Since COVID-19 began its reign in March, its effects have been seen far and wide. For some Pleasant Valley students, the pandemic’s effects brought them a daunting new job title: essential worker.
Many PV students have part-time jobs outside of school. However, for students like senior Grace Pender, who works at Fareway, quarantine brought on a whole new level of responsibility to their jobs. As mass panic spread throughout the country, people rushed to grocery stores fearing the worst and creating chaos as they stocked up on what they could find.
Stores such as the local Fareway and HyVees saw a significant increase in the amount of customers who shopped each day. “At the beginning it was crazy,” Pender reflected on the first weeks of quarantine. “I was very overwhelmed, and I was working three times the amount of hours I’d usually get in a week.”
Senior Jake Gneiting, who works at the Bettendorf HyVee, agreed that those first weeks were especially hectic. “It was person after person for an entire shift,” he said. “It was extremely stressful when something went wrong because you had to help quickly before things got backed up.”
The number of customers these stores catered to each day only elevated as the weeks went on. Hundreds of people would line up outside the doors before the opening hour, and the traffic flow they created didn’t settle until late at night. Both HyVee and Fareway adjusted their hours in hopes that it would lessen the amount of people in the store to better protect customers and employees.
Adding to the stress of the new crowds in the store, Pender felt working closely with an opinionated public was another battle. “My store didn’t require masks, so not only did I feel unsafe, I was getting harassed by customers for not wearing one. Plus, I’d get yelled at by customers for running out of items and not knowing when they’d be back in stock,” she explained.

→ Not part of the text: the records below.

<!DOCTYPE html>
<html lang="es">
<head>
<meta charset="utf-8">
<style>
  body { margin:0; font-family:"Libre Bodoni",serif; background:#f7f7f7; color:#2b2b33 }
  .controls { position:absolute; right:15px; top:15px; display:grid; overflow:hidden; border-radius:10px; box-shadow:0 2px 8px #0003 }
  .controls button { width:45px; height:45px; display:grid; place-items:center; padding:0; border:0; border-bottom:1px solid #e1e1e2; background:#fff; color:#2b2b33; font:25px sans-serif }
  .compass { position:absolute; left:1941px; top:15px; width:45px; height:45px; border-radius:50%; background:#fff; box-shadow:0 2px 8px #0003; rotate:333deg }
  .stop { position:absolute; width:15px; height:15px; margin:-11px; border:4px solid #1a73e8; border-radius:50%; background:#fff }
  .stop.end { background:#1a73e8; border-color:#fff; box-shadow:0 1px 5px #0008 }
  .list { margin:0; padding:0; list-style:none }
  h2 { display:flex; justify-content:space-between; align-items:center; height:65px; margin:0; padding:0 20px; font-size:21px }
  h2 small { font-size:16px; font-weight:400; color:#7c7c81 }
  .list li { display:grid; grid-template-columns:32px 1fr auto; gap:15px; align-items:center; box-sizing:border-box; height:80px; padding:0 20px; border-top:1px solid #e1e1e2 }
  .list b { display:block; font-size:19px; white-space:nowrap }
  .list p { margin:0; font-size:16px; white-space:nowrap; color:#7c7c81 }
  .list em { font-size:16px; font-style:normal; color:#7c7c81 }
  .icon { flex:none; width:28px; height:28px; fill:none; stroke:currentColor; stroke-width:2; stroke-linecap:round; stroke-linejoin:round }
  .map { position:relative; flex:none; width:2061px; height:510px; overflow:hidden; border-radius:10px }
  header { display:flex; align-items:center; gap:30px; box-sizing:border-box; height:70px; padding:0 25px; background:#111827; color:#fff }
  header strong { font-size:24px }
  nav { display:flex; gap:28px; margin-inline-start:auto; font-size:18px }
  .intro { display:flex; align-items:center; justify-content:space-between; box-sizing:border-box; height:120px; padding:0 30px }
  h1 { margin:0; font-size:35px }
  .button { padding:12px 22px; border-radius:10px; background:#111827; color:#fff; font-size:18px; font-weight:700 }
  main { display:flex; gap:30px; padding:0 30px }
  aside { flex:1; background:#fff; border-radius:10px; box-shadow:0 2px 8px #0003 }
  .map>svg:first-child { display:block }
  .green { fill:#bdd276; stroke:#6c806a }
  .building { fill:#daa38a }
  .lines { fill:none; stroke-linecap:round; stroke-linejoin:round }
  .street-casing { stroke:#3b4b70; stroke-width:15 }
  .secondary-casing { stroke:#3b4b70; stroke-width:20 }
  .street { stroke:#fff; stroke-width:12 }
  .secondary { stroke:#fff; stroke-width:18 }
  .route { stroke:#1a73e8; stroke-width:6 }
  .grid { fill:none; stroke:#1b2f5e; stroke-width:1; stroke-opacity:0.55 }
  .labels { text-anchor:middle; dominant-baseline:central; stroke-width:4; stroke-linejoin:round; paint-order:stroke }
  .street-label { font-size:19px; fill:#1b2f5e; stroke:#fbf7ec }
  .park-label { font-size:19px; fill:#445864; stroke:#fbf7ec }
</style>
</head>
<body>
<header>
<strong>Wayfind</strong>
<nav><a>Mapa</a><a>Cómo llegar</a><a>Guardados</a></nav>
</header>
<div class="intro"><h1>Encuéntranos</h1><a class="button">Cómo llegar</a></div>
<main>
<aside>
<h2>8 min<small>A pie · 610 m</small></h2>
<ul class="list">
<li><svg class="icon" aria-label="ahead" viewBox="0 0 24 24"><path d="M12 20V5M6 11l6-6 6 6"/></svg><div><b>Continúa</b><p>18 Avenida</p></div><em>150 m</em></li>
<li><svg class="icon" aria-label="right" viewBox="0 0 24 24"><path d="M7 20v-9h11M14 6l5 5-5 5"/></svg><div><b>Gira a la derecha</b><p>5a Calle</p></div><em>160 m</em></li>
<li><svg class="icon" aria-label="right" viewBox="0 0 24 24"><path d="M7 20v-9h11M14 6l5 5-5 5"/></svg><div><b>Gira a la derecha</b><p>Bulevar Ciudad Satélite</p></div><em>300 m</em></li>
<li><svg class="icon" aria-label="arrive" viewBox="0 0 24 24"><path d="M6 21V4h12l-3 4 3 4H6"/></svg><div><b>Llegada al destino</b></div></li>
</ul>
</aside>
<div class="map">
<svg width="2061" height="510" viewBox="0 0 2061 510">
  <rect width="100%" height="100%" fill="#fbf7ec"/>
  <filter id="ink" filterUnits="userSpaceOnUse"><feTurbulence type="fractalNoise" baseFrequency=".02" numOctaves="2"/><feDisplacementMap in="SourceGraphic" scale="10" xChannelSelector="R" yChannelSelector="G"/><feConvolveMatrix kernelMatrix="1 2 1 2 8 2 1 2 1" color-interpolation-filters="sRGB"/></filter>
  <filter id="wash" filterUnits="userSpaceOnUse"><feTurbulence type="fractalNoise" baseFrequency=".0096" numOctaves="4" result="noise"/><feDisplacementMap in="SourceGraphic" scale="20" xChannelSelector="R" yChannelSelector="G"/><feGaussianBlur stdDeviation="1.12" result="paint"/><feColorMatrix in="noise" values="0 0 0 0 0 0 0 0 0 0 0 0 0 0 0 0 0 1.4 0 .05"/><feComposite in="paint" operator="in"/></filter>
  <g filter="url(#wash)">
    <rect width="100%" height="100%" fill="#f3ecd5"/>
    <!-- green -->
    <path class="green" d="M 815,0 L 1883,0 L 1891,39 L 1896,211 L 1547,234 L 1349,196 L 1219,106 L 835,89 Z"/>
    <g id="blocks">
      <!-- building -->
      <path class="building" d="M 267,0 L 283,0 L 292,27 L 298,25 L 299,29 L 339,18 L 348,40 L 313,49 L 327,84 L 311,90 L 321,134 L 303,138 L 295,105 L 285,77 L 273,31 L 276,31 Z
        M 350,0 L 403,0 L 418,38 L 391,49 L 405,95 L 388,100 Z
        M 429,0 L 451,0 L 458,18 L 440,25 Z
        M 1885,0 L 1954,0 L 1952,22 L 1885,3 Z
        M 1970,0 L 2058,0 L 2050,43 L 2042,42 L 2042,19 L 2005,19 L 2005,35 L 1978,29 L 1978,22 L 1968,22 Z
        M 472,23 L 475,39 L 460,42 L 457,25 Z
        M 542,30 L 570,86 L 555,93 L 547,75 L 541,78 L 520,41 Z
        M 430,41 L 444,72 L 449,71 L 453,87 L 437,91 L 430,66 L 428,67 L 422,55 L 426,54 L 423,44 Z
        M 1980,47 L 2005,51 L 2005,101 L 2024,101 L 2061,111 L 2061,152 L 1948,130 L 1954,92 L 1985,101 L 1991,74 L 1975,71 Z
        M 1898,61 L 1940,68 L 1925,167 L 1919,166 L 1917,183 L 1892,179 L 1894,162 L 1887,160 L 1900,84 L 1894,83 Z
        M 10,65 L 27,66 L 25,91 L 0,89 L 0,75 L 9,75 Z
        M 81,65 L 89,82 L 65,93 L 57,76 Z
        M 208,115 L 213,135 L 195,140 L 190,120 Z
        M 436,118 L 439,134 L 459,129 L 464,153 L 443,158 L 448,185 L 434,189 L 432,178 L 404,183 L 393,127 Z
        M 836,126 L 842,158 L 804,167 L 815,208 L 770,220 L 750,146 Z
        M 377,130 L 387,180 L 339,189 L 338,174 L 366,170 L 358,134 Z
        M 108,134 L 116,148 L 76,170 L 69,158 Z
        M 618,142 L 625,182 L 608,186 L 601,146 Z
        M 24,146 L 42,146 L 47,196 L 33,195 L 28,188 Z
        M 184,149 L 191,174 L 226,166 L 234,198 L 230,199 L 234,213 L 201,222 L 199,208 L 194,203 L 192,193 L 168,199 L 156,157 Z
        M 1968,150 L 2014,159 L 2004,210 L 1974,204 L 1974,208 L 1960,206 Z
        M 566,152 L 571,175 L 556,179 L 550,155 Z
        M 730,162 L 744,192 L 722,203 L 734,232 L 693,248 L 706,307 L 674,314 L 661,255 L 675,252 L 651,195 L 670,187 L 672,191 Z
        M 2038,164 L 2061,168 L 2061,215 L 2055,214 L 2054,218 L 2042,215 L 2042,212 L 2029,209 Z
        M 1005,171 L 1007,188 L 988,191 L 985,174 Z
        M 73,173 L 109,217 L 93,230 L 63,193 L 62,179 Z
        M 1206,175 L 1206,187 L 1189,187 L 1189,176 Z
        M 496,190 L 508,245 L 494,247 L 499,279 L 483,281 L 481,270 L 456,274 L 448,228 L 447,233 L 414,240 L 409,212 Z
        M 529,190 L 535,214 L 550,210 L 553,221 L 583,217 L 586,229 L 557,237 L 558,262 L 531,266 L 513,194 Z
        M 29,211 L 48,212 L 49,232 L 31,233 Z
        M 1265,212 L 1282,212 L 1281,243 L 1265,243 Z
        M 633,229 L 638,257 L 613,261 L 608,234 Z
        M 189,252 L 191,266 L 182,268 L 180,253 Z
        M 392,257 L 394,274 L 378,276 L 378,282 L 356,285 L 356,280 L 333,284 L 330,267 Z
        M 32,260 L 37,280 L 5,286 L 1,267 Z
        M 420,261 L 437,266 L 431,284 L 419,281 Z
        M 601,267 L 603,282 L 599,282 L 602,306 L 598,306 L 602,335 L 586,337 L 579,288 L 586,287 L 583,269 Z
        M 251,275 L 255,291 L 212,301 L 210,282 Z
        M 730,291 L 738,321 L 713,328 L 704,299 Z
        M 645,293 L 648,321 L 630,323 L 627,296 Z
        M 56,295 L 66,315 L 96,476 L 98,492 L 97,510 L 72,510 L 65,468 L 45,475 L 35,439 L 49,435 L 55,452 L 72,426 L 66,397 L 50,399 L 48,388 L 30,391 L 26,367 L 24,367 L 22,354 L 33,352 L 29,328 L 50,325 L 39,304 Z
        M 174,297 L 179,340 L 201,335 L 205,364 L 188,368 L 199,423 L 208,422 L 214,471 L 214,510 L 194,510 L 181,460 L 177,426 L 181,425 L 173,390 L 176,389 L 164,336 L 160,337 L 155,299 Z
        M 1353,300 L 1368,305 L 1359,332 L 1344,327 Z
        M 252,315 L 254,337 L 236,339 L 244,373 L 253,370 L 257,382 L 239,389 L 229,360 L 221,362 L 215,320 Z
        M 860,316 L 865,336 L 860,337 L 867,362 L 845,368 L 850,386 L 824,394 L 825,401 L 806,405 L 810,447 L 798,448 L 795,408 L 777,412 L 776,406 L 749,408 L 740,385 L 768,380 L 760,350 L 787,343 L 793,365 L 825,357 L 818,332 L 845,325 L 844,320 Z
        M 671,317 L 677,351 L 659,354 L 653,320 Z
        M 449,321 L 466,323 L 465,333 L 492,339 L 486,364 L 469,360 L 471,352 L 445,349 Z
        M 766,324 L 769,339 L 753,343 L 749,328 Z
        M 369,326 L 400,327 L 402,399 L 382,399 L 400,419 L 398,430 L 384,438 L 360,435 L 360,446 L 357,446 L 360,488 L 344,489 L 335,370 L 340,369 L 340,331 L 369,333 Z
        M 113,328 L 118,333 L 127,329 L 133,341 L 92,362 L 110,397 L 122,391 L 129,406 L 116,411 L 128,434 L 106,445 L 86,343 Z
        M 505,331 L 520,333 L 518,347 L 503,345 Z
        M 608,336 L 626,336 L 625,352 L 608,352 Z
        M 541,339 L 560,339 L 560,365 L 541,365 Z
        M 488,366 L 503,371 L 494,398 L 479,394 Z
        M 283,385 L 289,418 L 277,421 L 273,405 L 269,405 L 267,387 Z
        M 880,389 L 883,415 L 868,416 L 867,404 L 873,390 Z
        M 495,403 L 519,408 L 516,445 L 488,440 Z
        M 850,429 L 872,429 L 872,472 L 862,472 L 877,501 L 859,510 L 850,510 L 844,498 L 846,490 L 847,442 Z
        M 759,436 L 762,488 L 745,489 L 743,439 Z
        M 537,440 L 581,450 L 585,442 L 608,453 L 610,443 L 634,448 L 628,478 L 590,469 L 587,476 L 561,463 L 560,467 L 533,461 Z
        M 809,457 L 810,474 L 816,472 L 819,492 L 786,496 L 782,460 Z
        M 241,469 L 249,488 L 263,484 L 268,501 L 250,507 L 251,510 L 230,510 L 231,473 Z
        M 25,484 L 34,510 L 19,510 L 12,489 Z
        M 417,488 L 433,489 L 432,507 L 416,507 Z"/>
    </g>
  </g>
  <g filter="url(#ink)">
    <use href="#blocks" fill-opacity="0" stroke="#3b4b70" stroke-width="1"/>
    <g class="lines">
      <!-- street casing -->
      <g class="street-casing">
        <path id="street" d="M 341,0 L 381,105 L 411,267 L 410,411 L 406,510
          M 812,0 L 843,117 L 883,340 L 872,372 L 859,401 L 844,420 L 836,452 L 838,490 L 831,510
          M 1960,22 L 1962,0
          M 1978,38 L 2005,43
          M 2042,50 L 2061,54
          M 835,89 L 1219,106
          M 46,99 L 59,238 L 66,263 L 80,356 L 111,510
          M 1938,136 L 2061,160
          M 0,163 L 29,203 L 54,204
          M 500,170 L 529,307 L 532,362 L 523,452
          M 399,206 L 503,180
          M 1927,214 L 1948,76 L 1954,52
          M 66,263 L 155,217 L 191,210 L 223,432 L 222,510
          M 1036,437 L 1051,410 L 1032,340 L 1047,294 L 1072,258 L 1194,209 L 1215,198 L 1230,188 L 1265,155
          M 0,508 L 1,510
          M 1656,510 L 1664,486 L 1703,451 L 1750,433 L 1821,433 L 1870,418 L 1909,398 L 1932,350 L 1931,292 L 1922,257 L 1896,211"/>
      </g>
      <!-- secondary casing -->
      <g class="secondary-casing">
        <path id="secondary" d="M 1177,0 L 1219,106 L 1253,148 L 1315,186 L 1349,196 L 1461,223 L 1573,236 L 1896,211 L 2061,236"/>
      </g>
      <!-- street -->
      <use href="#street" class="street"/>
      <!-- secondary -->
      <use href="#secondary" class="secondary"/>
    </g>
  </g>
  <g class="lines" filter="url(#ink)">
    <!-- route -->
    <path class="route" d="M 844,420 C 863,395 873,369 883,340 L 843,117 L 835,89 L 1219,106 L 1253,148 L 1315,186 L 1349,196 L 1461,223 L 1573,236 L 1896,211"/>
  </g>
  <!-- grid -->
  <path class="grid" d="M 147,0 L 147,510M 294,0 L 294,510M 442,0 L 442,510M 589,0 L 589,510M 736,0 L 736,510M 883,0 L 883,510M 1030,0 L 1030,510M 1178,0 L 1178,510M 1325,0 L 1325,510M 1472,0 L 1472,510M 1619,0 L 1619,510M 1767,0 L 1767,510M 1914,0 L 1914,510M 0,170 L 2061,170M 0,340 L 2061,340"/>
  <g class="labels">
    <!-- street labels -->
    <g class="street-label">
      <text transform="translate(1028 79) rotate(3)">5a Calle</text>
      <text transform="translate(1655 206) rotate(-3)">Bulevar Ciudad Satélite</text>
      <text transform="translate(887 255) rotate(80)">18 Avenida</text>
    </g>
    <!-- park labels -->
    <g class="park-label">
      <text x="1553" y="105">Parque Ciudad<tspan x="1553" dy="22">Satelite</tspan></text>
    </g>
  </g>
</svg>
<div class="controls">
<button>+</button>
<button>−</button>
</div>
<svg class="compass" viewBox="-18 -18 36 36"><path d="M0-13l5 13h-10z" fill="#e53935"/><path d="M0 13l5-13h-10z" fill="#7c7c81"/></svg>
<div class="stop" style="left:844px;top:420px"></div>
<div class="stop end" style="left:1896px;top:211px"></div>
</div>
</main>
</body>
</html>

“It was difficult to hear people because of the masks, so I had to ask the same question multiple times,” Gneiting commented on his experience working with the public. Gneiting also faced his share of judgmental customers, “If people were against wearing masks or our cleaning procedures, they would give me a weird look whenever I wiped down the belt.”
Working closely with the public during the pandemic opened the eyes of both Gneiting and Pender. Pender noted her perspective on the community had been changed in a more negative way after seeing more of the true colors the customers possessed. “It became really clear why there’s a problem [with controlling the pandemic] because people were just rude and uncooperative,” she said.
However, for Gneiting, his experience was more eye-opening in terms of what his new role was. “I usually don’t think of myself as an essential worker,” he confessed. “It wasn’t until someone thanked me for working that I realized I was doing more than I would do in ‘normal’ times.”
Although the hysteria at both Fareway and HyVee are memories of the past, for Pender and Gneiting, the memories of working endless hours with a sometimes demanding and unorderly public, along with the pressure of being an essential worker, will not soon be forgotten.